In a one dimensional problem, the relevant Lorentz transformation (see notes at end) is:

$$\Lambda(\eta) = \exp\left(\eta\,\left(\begin{array}{cc}0&1\\1&0\end{array}\right)\right)\tag{1}$$

where $\eta$ is the boost's rapidity. Suppose you repeatedly impart the same transformation to yourself, which is what you're describing: there is the same impulse each time, and, as you say, the relevant inertia for your problem is your rest mass. Then after $n$ such identical moves, your overall transformation is $\Lambda(\eta)^n=\Lambda(n\,\eta)$. So, each boost adds a rapidity:

$$\eta = \operatorname{artanh}\left(\frac{v}{c}\right)\tag{2}$$

and your final velocity is thus:

$$v_n = c\,\tanh(n\,\eta) = c\,\tanh\left(n\,\operatorname{artanh}\left(\frac{v}{c}\right)\right)\tag{3}$$

So, in your example, if $v=0.2\,c$ is the relative velocity imparted by each boost, your velocity after five of them is $c\,\tanh\left(5\,\operatorname{artanh}\left(\frac{1}{5}\right)\right)\approx0.767\,c$

(1) makes obvious the claim that the combination of any finite number of finite boosts, no matter how big, is always equivalent to a boost of finite rapidity, thus (through (2)) less-than-$c$ velocity and thus the accelerated object will still have finite total and kinetic energy.

Exercise:

Work formulas (2) and (3) out from (1). The following steps are hints:

  1. Expand the matrix exponential for the Lorentz transformation in (1);
  2. Using this expression, read off the distance travelled by the origin of one co-ordinate system ($A$) relative to the other ($B$) over a unit time as measured by $B$ to find expressions for the Lorentz transformation in terms of relative velocity;
  3. Derive (2) and (3) by comparing the two expressions you now have.

Actually something like Mathematica will crunch it for you: remember to use MatrixExp, not Exp, when you're doing a matrix exponential (Exp, like any like function such as Sin, Cos, ... simply calculate elementwise exponentials / relevant function for matrices. Something similar holds for Sage and Maple, too).

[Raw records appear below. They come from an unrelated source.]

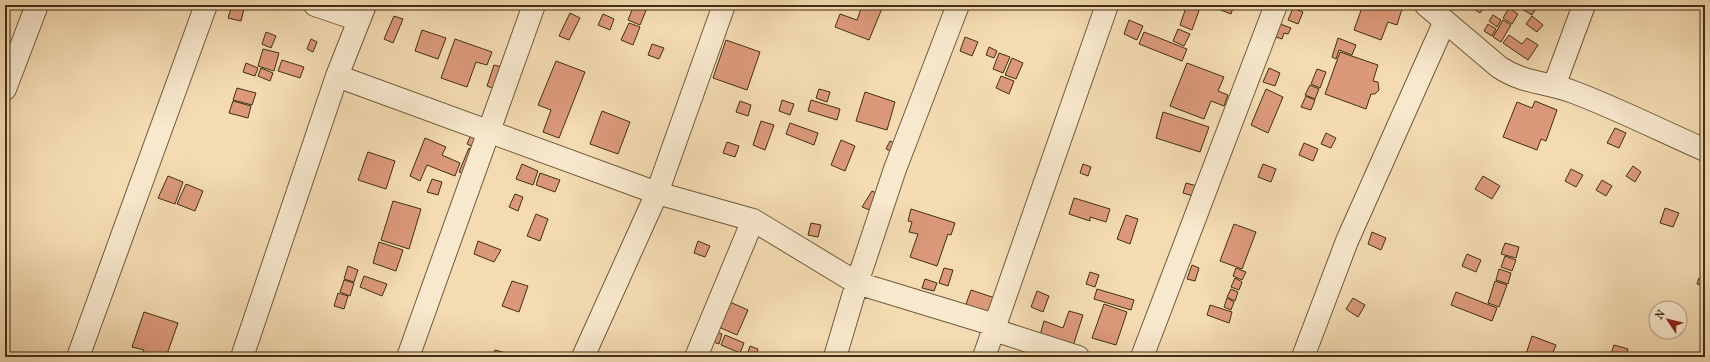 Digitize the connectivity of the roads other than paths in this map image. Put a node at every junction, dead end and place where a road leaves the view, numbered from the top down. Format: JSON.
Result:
{"nodes":[{"id":1,"x":37,"y":5,"type":"edge"},
{"id":2,"x":206,"y":5,"type":"edge"},
{"id":3,"x":315,"y":5,"type":"edge"},
{"id":4,"x":534,"y":5,"type":"edge"},
{"id":5,"x":724,"y":5,"type":"edge"},
{"id":6,"x":958,"y":5,"type":"edge"},
{"id":7,"x":1107,"y":5,"type":"edge"},
{"id":8,"x":1276,"y":5,"type":"edge"},
{"id":9,"x":1426,"y":5,"type":"edge"},
{"id":10,"x":1584,"y":5,"type":"edge"},
{"id":11,"x":362,"y":13,"type":"edge"},
{"id":12,"x":1445,"y":21,"type":"junction"},
{"id":13,"x":337,"y":76,"type":"junction"},
{"id":14,"x":1554,"y":86,"type":"junction"},
{"id":15,"x":5,"y":89,"type":"edge"},
{"id":16,"x":488,"y":131,"type":"junction"},
{"id":17,"x":1705,"y":150,"type":"edge"},
{"id":18,"x":657,"y":193,"type":"junction"},
{"id":19,"x":753,"y":220,"type":"junction"},
{"id":20,"x":857,"y":283,"type":"junction"},
{"id":21,"x":994,"y":327,"type":"junction"},
{"id":22,"x":78,"y":357,"type":"edge"},
{"id":23,"x":242,"y":357,"type":"edge"},
{"id":24,"x":408,"y":357,"type":"edge"},
{"id":25,"x":583,"y":357,"type":"edge"},
{"id":26,"x":696,"y":357,"type":"edge"},
{"id":27,"x":835,"y":357,"type":"edge"},
{"id":28,"x":984,"y":357,"type":"edge"},
{"id":29,"x":1078,"y":357,"type":"edge"},
{"id":30,"x":1142,"y":357,"type":"edge"},
{"id":31,"x":1303,"y":357,"type":"edge"}],
"edges":[{"from":1,"to":15,"type":"street"},
{"from":2,"to":22,"type":"street"},
{"from":3,"to":11,"type":"street"},
{"from":4,"to":16,"type":"street"},
{"from":5,"to":18,"type":"street"},
{"from":6,"to":20,"type":"street"},
{"from":7,"to":21,"type":"street"},
{"from":8,"to":30,"type":"street"},
{"from":9,"to":12,"type":"street"},
{"from":10,"to":14,"type":"street"},
{"from":11,"to":13,"type":"street"},
{"from":12,"to":14,"type":"street"},
{"from":12,"to":31,"type":"street"},
{"from":13,"to":16,"type":"street"},
{"from":13,"to":23,"type":"street"},
{"from":14,"to":17,"type":"street"},
{"from":16,"to":18,"type":"street"},
{"from":16,"to":24,"type":"street"},
{"from":18,"to":19,"type":"street"},
{"from":18,"to":25,"type":"street"},
{"from":19,"to":20,"type":"street"},
{"from":19,"to":26,"type":"street"},
{"from":20,"to":21,"type":"street"},
{"from":20,"to":27,"type":"street"},
{"from":21,"to":28,"type":"street"},
{"from":21,"to":29,"type":"street"}]}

The form of the Lorentz transformation in (1) is justified by basic assumptions about the universe's symmetries and homogeneities (see references at the end). Continuity assumptions then show that the Lorentz transformations must form a matrix Lie group, so, in one spatial dimension, we must have a one parameter group and therefore there must be some rapidity parameter that adds linearly with combined transformations: one then simply has to discover this parameter's relationship with the distance over time velocity. The matrix in the one parameter Lie algebra (the matrix inside the exponential) is constrained to the form shown because it can't be a rotation (rotations can switch the sign of the time co-ordinate and thus violate causality) and it can't have on-diagonal elements just because they give unphysical results.

See:

Palash B. Pal, "Nothing but Relativity," Eur.J.Phys.24:315-319,2003

Jean-Marc Levy-Leblond, "One more derivation of the Lorentz transformation"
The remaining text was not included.